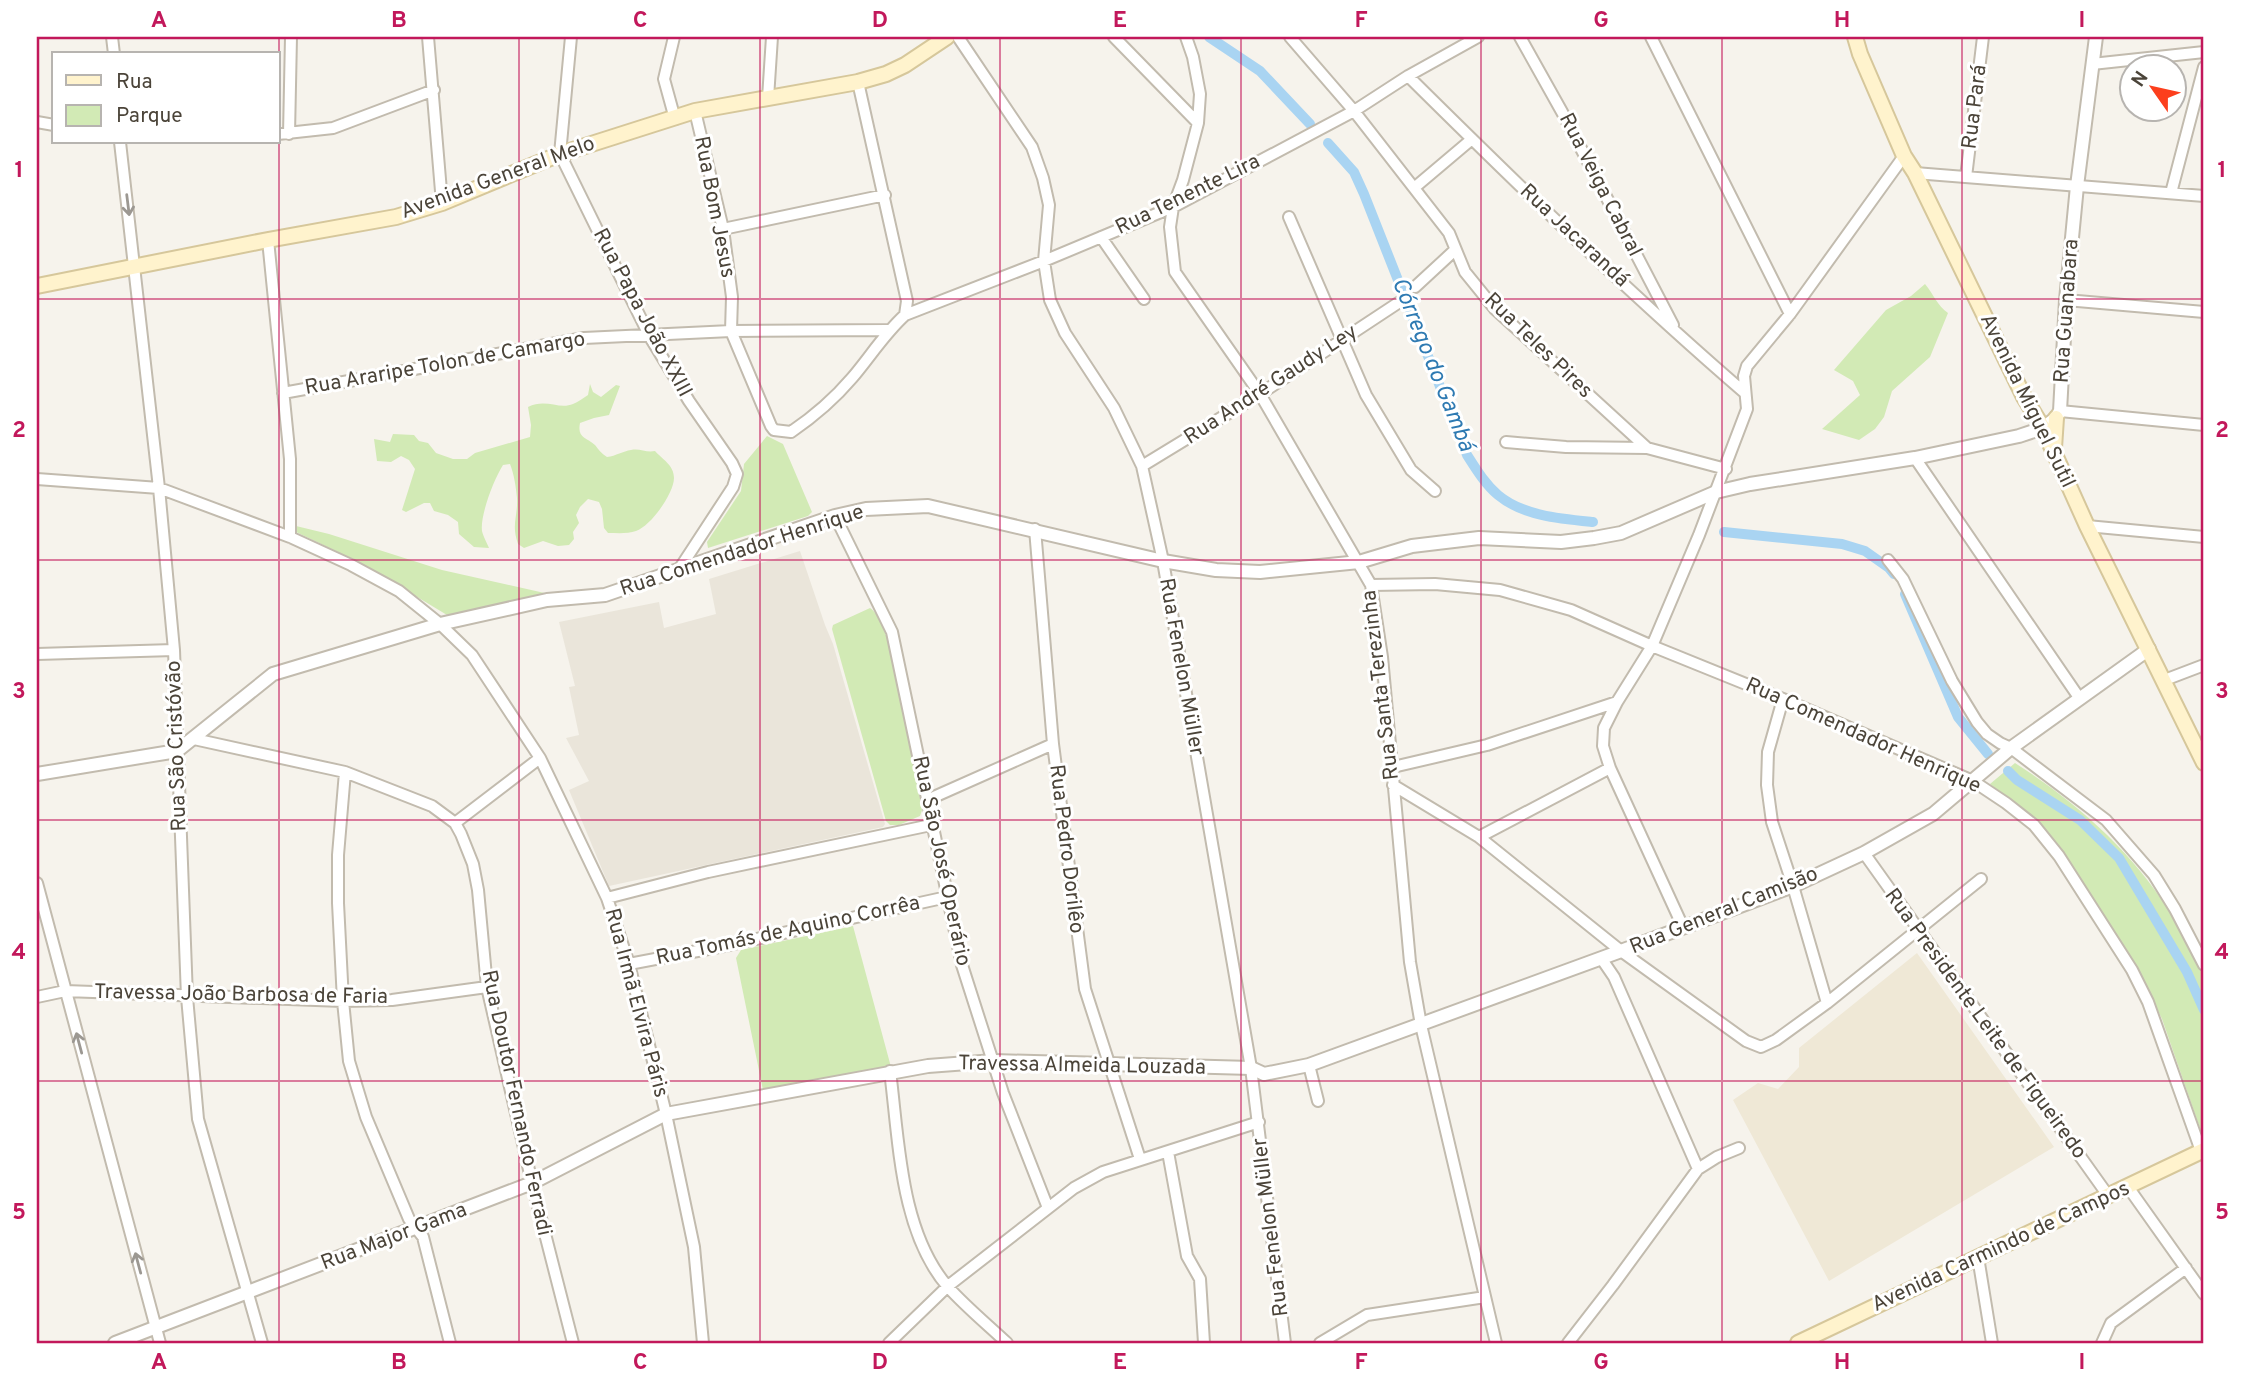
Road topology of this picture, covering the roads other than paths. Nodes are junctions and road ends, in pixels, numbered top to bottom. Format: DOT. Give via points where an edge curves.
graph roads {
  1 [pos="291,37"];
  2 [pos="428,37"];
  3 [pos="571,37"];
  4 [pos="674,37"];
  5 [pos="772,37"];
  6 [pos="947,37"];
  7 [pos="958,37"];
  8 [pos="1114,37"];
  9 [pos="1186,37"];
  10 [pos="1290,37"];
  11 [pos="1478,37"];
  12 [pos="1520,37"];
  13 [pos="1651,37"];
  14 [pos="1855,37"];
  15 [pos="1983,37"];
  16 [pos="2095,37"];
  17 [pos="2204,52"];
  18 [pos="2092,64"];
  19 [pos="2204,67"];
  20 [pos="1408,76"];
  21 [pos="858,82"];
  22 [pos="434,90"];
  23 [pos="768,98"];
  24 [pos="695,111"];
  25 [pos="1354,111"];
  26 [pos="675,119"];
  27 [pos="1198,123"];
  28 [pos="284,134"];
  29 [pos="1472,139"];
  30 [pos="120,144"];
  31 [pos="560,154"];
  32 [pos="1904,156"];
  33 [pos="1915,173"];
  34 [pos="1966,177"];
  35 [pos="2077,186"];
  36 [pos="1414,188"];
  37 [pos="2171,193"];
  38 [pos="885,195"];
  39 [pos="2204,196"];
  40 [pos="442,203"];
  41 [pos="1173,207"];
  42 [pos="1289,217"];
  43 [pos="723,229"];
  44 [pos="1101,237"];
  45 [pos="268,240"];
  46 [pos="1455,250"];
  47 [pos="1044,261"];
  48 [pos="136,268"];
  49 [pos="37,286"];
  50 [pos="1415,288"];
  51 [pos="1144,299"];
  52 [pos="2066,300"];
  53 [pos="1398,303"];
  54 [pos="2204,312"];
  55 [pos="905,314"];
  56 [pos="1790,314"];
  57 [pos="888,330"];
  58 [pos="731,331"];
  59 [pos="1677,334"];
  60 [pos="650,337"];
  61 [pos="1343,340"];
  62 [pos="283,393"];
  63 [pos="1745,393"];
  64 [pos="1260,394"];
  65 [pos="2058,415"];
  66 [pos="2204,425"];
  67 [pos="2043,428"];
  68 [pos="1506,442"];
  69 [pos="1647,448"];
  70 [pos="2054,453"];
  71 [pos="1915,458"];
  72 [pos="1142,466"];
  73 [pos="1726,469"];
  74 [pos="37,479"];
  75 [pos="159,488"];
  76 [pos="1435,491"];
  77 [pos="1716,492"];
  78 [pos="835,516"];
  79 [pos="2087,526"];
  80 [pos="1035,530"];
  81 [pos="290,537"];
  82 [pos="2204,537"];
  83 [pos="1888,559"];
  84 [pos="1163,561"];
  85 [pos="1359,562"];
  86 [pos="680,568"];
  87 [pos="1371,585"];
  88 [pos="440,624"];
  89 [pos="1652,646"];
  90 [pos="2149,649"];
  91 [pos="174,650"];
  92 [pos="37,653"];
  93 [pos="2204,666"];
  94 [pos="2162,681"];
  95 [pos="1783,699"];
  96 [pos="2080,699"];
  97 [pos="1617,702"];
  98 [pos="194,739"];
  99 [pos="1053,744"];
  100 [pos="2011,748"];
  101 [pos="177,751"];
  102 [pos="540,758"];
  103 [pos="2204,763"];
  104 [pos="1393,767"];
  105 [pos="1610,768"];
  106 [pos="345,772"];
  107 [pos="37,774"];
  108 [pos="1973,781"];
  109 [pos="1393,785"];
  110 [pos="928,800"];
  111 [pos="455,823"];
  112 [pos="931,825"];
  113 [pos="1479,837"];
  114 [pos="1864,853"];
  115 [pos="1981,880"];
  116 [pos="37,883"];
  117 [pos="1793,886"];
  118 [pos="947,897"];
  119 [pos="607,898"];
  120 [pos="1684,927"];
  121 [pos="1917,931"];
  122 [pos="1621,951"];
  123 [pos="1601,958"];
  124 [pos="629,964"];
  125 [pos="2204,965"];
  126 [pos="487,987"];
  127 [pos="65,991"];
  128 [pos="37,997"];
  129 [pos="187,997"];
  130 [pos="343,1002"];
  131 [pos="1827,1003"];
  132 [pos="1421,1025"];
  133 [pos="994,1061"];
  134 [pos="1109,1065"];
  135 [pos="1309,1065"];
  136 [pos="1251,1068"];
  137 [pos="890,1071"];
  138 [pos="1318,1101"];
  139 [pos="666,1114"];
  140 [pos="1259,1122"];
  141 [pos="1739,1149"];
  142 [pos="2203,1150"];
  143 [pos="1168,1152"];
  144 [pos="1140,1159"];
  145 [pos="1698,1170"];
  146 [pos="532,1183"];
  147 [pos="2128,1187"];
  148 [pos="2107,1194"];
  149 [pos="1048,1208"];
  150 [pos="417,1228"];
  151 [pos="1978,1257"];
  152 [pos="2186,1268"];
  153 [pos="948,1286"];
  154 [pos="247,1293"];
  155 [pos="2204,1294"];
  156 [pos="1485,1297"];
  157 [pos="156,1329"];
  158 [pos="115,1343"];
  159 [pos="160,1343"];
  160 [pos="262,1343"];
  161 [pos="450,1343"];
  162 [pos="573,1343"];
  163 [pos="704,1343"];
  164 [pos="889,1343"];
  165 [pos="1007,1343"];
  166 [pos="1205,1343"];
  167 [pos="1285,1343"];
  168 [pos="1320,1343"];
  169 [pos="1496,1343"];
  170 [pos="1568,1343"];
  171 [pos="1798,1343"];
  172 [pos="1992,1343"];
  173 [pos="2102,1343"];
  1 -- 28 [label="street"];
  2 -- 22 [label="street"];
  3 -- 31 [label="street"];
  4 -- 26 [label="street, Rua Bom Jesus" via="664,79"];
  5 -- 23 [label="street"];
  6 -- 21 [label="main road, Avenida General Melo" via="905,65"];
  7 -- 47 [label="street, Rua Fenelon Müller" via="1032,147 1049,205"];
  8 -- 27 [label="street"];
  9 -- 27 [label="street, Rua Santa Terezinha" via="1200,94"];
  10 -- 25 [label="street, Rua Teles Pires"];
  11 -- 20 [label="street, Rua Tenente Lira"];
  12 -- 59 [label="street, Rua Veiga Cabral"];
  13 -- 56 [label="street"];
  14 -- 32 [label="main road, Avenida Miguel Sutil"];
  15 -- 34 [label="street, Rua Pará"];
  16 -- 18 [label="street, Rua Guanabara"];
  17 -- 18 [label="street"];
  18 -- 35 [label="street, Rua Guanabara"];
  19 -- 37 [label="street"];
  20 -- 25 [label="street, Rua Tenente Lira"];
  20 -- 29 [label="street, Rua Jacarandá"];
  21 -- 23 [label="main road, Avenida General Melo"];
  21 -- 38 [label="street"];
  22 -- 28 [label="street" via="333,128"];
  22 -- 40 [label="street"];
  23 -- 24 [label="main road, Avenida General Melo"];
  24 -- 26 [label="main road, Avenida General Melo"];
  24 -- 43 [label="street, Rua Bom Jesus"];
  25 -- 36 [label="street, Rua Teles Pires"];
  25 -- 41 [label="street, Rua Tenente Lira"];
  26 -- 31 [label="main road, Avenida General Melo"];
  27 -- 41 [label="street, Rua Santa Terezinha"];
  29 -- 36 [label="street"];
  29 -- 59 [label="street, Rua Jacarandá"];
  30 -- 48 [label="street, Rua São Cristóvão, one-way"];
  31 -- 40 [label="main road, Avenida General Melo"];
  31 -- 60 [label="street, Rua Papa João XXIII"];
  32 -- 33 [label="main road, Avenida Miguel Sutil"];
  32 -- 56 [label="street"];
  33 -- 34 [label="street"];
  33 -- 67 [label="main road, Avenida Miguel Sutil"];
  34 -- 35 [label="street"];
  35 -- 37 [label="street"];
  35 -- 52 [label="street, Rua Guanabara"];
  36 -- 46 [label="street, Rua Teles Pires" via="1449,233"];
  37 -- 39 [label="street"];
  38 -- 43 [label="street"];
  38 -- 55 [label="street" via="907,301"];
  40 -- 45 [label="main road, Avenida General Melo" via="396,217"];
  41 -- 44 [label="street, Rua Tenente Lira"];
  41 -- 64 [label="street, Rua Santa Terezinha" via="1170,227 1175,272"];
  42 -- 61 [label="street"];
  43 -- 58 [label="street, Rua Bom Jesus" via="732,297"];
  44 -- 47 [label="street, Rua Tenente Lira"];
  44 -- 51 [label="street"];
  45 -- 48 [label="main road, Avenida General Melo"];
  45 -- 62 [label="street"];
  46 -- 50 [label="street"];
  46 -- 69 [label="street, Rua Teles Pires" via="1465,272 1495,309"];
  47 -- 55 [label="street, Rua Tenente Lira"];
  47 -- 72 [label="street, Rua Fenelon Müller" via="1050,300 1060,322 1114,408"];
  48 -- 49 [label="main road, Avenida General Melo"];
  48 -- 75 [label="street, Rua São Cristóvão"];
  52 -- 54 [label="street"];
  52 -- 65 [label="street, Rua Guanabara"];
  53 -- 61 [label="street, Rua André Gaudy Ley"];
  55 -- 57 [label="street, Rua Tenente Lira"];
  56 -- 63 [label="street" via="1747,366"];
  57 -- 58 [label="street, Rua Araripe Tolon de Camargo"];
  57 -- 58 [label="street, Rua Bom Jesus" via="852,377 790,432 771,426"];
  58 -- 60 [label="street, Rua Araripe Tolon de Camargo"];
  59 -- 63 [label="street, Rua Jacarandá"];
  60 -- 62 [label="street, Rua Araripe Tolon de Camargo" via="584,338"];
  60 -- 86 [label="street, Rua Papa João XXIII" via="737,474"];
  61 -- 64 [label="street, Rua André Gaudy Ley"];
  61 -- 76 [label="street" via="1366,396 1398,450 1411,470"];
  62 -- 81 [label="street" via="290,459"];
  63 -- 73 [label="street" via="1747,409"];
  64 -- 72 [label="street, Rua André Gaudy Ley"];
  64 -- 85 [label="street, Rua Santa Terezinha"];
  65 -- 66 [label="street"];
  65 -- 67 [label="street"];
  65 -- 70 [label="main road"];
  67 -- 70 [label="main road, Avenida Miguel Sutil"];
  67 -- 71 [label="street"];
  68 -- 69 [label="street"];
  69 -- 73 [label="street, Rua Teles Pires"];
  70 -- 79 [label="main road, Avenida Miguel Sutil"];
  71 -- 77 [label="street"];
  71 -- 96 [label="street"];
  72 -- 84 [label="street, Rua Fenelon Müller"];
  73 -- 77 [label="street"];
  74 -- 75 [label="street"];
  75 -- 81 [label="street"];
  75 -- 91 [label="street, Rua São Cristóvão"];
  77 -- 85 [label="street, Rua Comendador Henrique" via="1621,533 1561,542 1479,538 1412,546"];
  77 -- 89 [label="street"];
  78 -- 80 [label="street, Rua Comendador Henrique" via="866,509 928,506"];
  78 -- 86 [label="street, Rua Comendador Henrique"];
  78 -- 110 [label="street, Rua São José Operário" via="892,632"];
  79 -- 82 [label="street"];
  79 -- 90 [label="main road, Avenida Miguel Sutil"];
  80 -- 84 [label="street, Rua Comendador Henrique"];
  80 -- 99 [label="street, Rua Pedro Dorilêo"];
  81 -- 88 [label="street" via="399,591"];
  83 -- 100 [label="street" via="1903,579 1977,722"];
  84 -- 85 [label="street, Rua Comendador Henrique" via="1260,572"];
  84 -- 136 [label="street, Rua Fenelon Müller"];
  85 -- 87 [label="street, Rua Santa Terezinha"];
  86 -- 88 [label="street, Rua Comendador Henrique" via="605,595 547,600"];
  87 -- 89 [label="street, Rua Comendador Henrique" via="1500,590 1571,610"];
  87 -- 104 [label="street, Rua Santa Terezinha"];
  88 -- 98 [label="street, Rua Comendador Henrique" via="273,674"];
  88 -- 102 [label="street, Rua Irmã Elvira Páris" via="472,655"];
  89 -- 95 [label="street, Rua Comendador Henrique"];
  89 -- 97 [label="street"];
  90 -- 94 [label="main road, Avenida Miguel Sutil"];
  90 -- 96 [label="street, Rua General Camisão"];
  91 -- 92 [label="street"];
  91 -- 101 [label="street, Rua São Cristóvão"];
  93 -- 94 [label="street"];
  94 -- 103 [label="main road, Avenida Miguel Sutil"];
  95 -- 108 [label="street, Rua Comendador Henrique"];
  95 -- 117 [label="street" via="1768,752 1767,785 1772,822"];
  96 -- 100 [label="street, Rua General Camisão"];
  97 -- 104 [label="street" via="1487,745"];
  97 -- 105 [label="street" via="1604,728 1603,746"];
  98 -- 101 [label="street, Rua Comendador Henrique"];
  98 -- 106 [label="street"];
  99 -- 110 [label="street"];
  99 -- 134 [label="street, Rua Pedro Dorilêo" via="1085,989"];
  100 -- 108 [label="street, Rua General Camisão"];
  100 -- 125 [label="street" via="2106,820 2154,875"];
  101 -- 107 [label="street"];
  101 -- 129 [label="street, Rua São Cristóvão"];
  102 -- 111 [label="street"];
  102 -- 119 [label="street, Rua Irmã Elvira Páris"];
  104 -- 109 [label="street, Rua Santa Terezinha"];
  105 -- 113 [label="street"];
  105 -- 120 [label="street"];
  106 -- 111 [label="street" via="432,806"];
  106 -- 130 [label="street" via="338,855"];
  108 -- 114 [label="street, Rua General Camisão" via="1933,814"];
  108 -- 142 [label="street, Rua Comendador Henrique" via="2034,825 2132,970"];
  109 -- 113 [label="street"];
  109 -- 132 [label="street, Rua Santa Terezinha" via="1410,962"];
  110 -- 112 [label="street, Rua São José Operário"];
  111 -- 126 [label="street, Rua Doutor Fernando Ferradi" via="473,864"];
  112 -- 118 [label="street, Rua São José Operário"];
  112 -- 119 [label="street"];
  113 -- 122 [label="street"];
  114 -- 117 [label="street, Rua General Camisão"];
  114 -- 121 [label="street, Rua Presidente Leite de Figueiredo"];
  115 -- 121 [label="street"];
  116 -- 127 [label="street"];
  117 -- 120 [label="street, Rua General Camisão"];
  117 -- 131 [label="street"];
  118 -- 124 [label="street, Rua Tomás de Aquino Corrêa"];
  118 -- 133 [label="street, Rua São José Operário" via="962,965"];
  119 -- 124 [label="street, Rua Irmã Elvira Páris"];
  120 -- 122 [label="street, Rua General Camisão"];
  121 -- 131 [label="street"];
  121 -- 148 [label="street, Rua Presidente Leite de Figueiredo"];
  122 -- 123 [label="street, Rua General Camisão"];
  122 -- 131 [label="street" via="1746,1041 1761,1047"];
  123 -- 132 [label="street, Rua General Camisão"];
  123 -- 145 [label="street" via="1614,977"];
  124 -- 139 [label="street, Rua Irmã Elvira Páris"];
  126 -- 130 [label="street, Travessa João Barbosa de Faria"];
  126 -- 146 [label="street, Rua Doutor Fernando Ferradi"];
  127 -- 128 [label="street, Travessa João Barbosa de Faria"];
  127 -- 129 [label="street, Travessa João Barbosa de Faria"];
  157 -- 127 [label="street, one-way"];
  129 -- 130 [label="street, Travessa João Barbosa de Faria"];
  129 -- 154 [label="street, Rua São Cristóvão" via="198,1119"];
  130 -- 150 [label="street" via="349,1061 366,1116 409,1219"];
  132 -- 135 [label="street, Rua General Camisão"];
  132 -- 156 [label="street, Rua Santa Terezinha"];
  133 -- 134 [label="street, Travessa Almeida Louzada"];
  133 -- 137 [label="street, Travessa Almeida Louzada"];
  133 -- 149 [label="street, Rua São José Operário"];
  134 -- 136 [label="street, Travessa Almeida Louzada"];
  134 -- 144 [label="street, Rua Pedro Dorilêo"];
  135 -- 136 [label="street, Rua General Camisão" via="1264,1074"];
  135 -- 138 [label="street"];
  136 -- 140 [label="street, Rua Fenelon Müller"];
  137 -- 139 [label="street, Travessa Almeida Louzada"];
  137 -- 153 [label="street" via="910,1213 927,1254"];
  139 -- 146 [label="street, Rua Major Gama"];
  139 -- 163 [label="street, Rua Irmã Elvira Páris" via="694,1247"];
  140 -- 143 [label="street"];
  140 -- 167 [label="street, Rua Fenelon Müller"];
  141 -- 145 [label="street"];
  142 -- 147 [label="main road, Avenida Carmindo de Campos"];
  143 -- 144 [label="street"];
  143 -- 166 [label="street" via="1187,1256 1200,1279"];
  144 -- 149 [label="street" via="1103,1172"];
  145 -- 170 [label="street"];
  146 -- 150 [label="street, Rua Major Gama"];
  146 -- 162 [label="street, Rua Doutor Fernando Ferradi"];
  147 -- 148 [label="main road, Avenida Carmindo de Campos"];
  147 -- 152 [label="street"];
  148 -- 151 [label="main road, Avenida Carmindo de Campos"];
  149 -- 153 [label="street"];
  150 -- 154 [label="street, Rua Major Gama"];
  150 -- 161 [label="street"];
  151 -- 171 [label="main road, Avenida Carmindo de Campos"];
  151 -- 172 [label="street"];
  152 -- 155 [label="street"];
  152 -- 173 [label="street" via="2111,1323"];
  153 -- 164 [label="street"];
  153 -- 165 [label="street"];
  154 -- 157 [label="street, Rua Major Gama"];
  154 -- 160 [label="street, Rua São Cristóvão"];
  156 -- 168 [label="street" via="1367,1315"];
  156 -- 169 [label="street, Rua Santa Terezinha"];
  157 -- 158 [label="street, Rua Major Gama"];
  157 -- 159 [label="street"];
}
☆ ☆ ☆
• [Exercise]:
Above are the entries; copy every line among them that contains the word "Gaudy".

• [Written solution]:
  53 -- 61 [label="street, Rua André Gaudy Ley"];
  61 -- 64 [label="street, Rua André Gaudy Ley"];
  64 -- 72 [label="street, Rua André Gaudy Ley"];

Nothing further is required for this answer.